**AIM OF THE EXERCISE**
In the entries below, the line with "Extract the road" marks the start. Return it and every following line exactly, ending with the last.
*** Opening PROVIDED INFORMATION ***
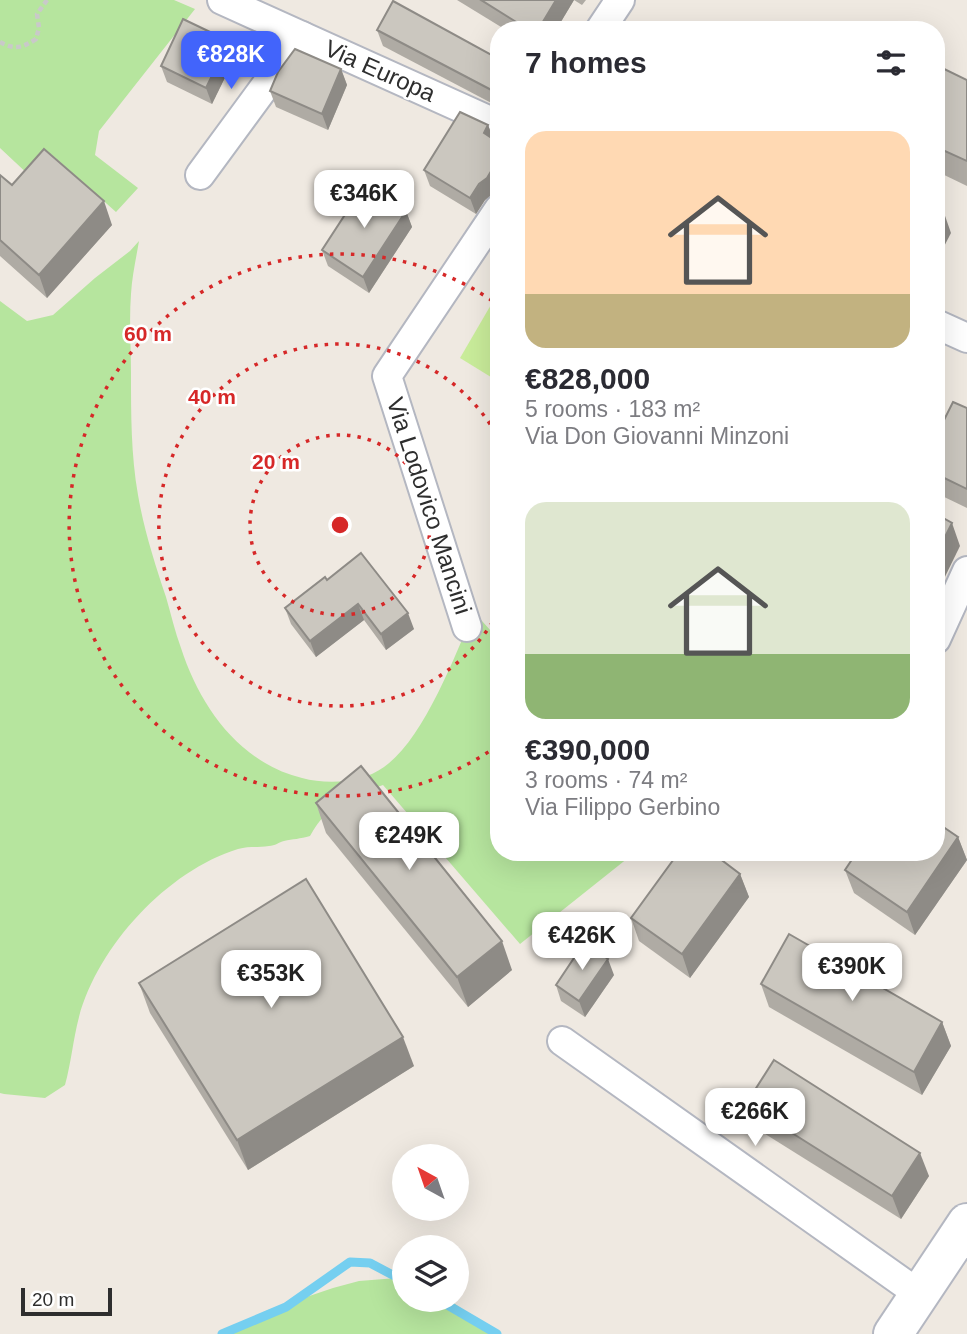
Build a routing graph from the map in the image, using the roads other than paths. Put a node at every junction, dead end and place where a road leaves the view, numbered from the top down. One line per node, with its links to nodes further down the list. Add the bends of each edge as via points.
1 (222, 0): 4 (street, Via Europa)
2 (620, 0): 3 (street)
3 (606, 21)
4 (302, 36): 5 (street, Via Europa); 6 (street)
5 (490, 121)
6 (200, 175)
7 (490, 222): 12 (street, Via Lodovico Mancini, via 387,376)
8 (945, 328): 9 (street)
9 (967, 338)
10 (967, 571): 11 (street)
11 (945, 619)
12 (467, 627)
13 (562, 1041): 15 (street)
14 (967, 1223): 15 (street)
15 (919, 1294): 16 (street)
16 (893, 1334)

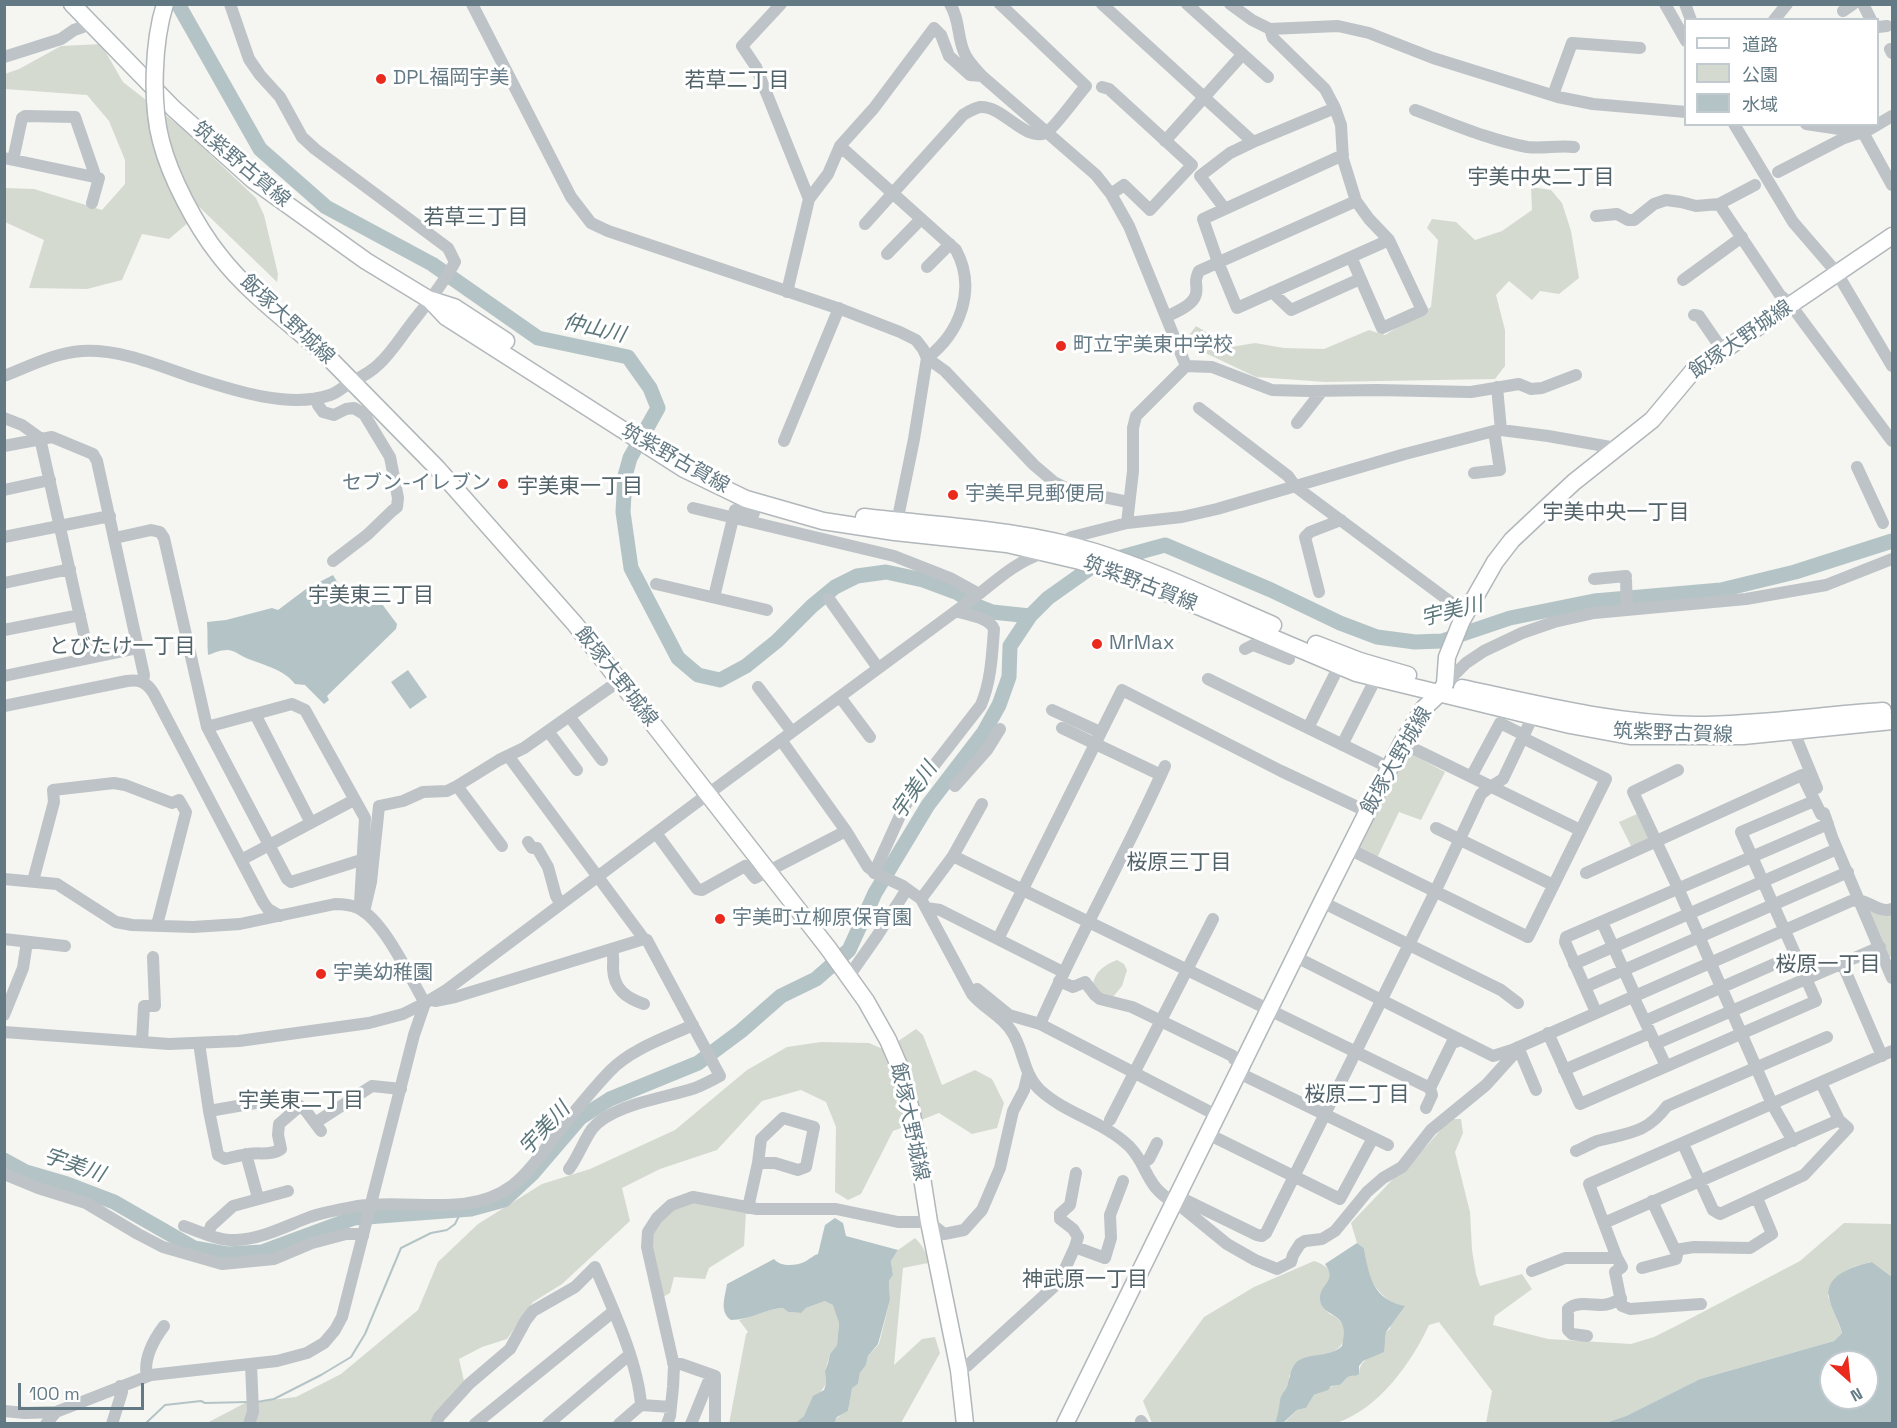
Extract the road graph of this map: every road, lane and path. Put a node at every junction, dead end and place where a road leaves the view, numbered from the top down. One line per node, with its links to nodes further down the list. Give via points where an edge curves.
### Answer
*** Closing PROVIDED INFORMATION ***
**SOLUTION TO THE EXERCISE**
Extract the road graph of this map: every road, lane and path. Put a node at every junction, dead end and place where a road leaves the view, numbered from the top down. One line per node, with its links to nodes further down the list. Give via points where an edge curves.
### Answer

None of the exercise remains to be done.